→ **What is needed**: Check each line of the listing, and copy it if it contains the word "this".

** Data extract follows **

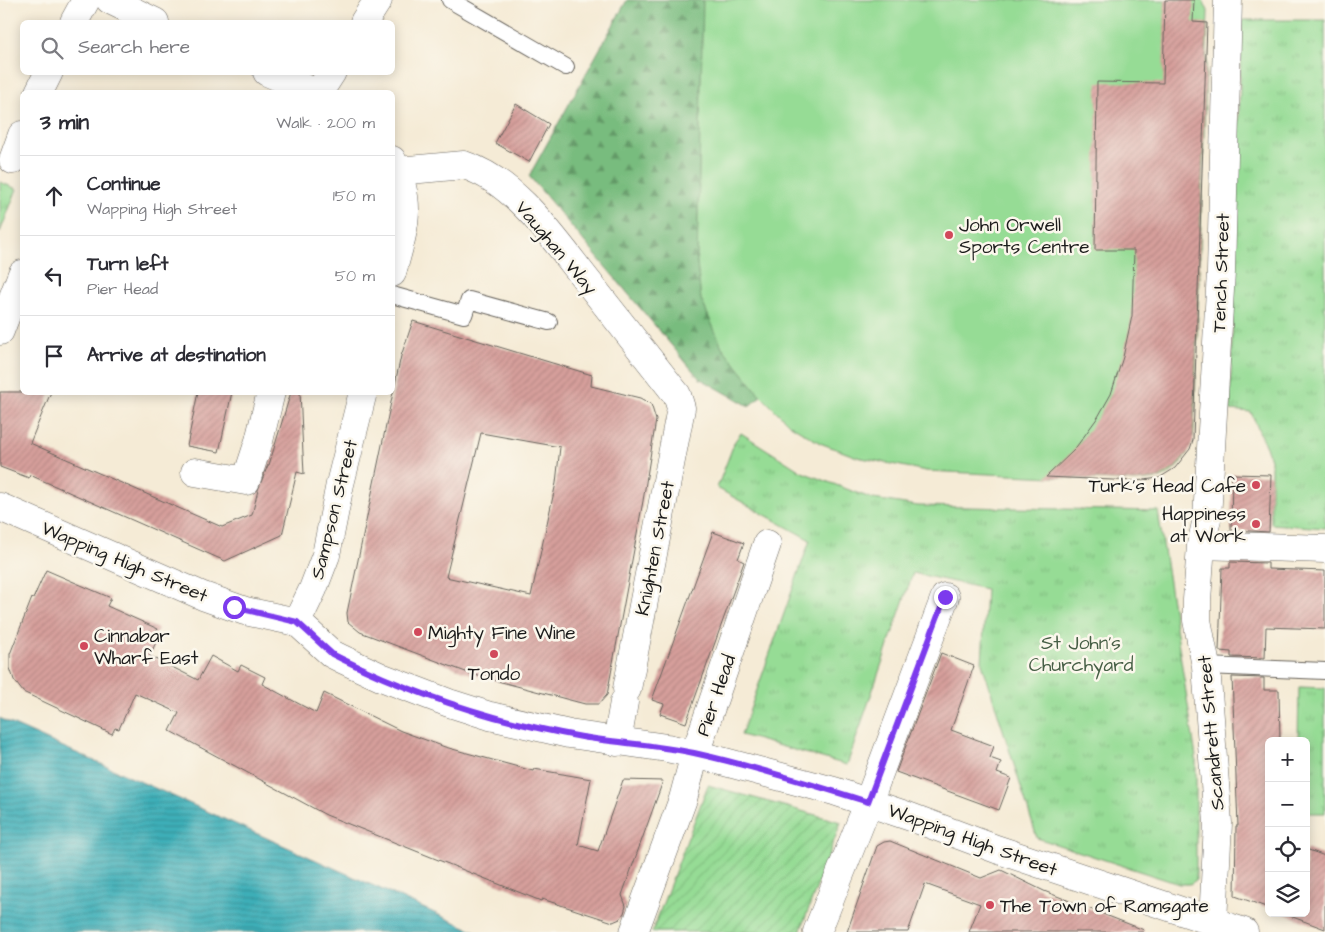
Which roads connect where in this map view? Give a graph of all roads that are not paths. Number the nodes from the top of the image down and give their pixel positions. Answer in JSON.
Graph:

** End of Data extract **
** Data extract follows **

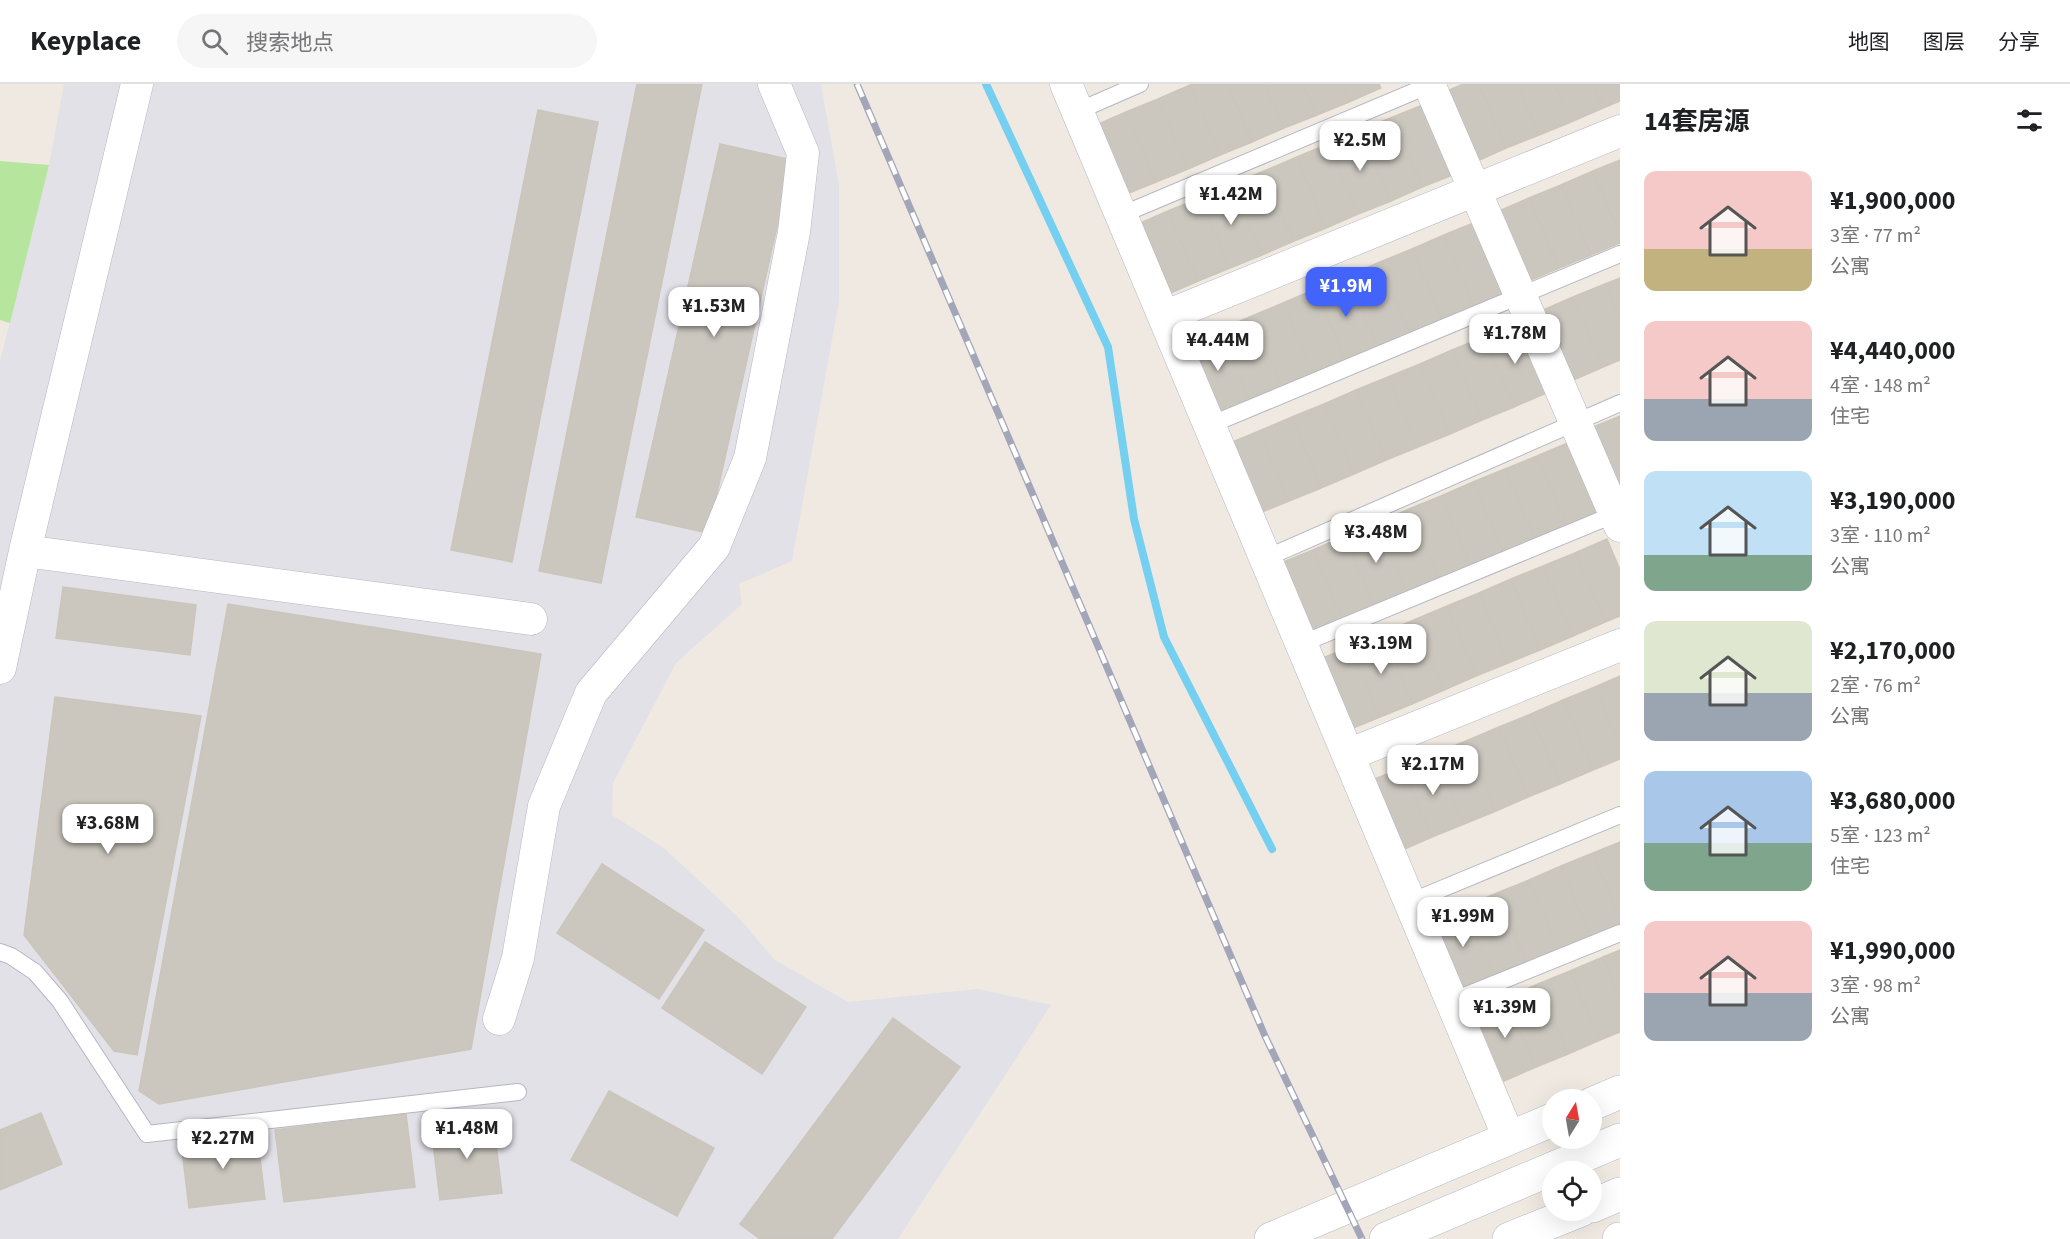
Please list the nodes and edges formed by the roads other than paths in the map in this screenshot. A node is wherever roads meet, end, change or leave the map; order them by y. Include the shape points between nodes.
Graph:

** End of Data extract **
** Data extract follows **

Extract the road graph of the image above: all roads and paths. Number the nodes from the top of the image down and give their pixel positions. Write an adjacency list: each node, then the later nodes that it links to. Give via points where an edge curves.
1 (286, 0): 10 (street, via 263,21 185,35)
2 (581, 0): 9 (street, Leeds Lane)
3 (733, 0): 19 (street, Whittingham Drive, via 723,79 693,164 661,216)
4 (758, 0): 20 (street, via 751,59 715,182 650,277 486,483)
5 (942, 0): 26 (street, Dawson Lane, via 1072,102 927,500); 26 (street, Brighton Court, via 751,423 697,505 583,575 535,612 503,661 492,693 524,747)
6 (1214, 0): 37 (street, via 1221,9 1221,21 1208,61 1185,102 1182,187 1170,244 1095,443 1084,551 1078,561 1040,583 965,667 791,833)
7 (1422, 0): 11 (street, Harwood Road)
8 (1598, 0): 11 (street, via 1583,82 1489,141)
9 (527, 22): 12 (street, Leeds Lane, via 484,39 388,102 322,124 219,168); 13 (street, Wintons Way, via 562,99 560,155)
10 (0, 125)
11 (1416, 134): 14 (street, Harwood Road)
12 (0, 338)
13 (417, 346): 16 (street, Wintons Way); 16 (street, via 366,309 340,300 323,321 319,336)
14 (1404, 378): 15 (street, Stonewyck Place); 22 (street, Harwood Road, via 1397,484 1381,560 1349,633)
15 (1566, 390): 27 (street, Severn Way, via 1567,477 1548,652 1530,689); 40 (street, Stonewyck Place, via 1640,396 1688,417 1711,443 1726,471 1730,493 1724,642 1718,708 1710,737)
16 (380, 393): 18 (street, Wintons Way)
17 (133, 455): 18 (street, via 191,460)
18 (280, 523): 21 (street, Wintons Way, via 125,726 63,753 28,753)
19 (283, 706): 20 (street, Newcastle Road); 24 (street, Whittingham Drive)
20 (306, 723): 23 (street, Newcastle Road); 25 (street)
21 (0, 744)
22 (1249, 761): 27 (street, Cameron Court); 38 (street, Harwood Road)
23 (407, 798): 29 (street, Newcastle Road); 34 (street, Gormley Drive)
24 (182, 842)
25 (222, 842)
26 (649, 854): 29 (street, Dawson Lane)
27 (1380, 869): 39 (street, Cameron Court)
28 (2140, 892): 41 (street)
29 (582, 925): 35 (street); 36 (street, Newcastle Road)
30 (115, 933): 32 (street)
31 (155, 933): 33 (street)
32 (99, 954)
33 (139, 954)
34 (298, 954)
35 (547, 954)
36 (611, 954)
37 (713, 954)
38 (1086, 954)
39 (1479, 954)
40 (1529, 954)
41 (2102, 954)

** End of Data extract **

→ **The answer**:
Which roads connect where in this map view? Give a graph of all roads that are not paths. Number the nodes from the top of the image down and give their pixel positions. Answer in JSON.
Please list the nodes and edges formed by the roads other than paths in the map in this screenshot. A node is wherever roads meet, end, change or leave the map; order them by y. Include the shape points between nodes.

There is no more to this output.